Stan Douglas’s “Every Building on 100 West Hastings”, at home and away

by | Mar 1, 2011 | Photography, Writing | 0 comments

The issues surrounding representations of Vancouver’s Downtown Eastside neighbourhood in contemporary art have bothered me (in the best sense of that word, as in, it keeps tugging at my brain when I least expect it) for several years now. I think it began with Charo Neville’s “Picturing the Downtown Eastside” exhibition in 2005, which I saw when I was in Vancouver and which featured Stan Douglas’s panoramic photograph, Every Building on 100 West Hastings (2001). But the area, and its depiction, has continued to interest me, even from afar in Toronto, especially the reception and discussion around Althea Thauberger’s Carrall Street project, commissioned by Melanie O’Brian while she was the director of Artspeak, an artist-run centre that has long called the Downtown Eastside neighbourhood its home.

The DTES is not easily representable, in photography or otherwise, but photographs of the neighbourhood always particularly intrigued me because of their capacity to travel outside their original context (both literally and through their reproduction). For a while, it felt like Douglas’s photograph was following me. It had also showed up in the “Baja to Vancouver” exhibition at the Vancouver Art Gallery while I was a public programming volunteer there in 2004 and the discussions I had about the image with other viewers and volunteers stuck with me.

Then, the catalogue that accompanied the photograph’s debut in Vancouver, in a 2002 exhibition curated by Reid Shier at the Contemporary Art Gallery, reappeared in a course I took at York on contemporary art in Vancouver with Sharla Sava. (The catalogue is a fascinating and easy read, by the way, that meticulously unpicks the history and context of the neighbourhood.) Through my discussions with colleagues and friends at York, it became clear just how difficult it is to translate the DTES to people who do not visited that part of Vancouver, especially photographically. Representations of the DTES don’t travel well, it seemed.
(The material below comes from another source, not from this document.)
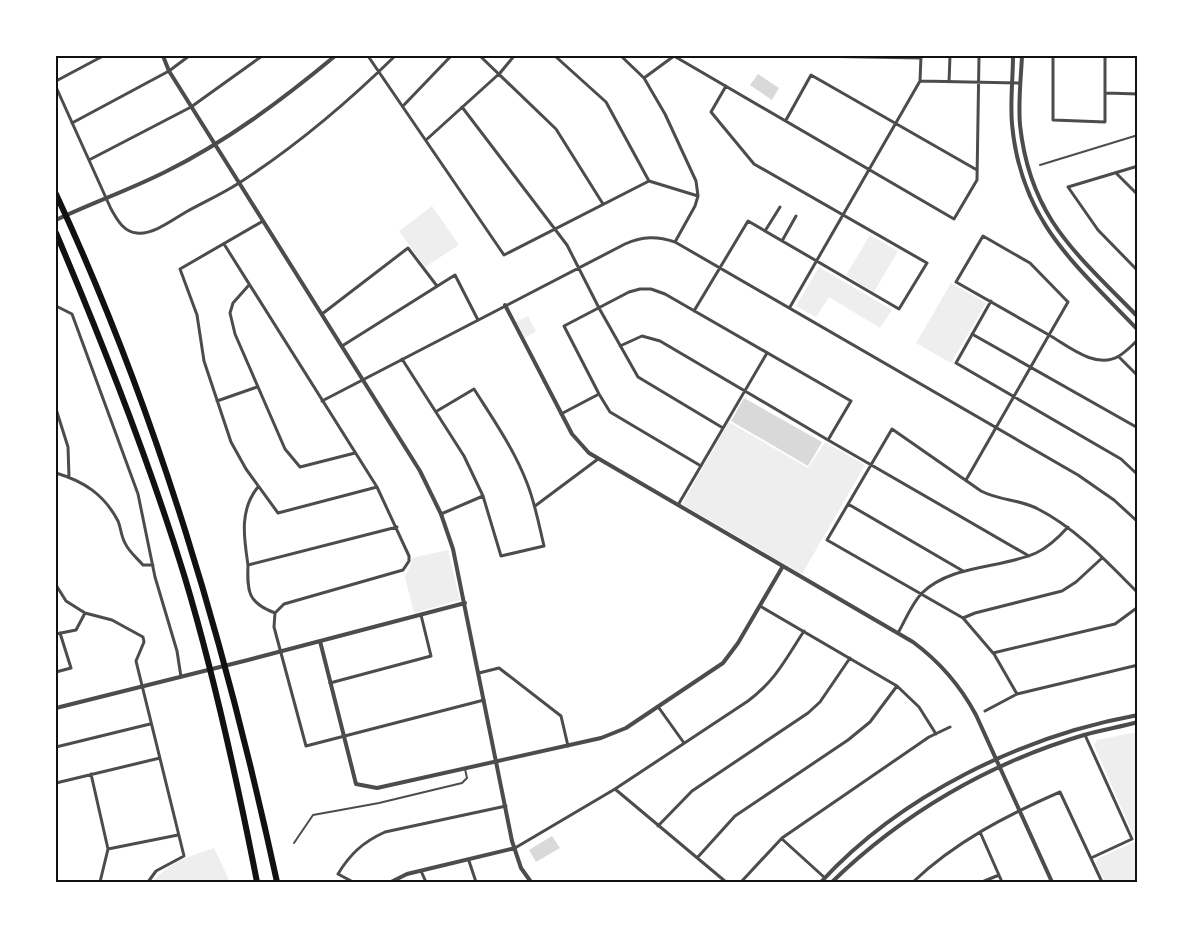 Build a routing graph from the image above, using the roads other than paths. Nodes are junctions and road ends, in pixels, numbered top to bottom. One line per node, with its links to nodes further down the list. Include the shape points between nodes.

All of which is a long, roundabout way of explaining why, for what feels like the past three years (but is actually only the past eight months), I’ve been working on trying to understand the issues that representing this neighbourhood photographically might raise, especially when those photographs travel to other contexts, like the Serpentine gallery in London, or the lobby of a Toronto law firm. I’ve just finished adapting the research project on Douglas’s photo, which I completed for my master’s degree at York University, into a journal article and this month, the final product is available at last in the latest issue of Photography & Culture, a journal published by Berg, based in England. If you get a chance to read it (many universities have purchased online access to the articles, but non-students might have a harder time finding it), I’d love to hear people’s thoughts and feedback. I’m still not done thinking about the potential and limitations of these projects, so I’m always game for some engaged discussion.

Also, for those who might be interested, artist David Look has made an interesting reinterpretation of Douglas’s photo using Google Street View based on images from 2009. It provides a good overview of how the block has changed, and yet remained the same, in the past eight years.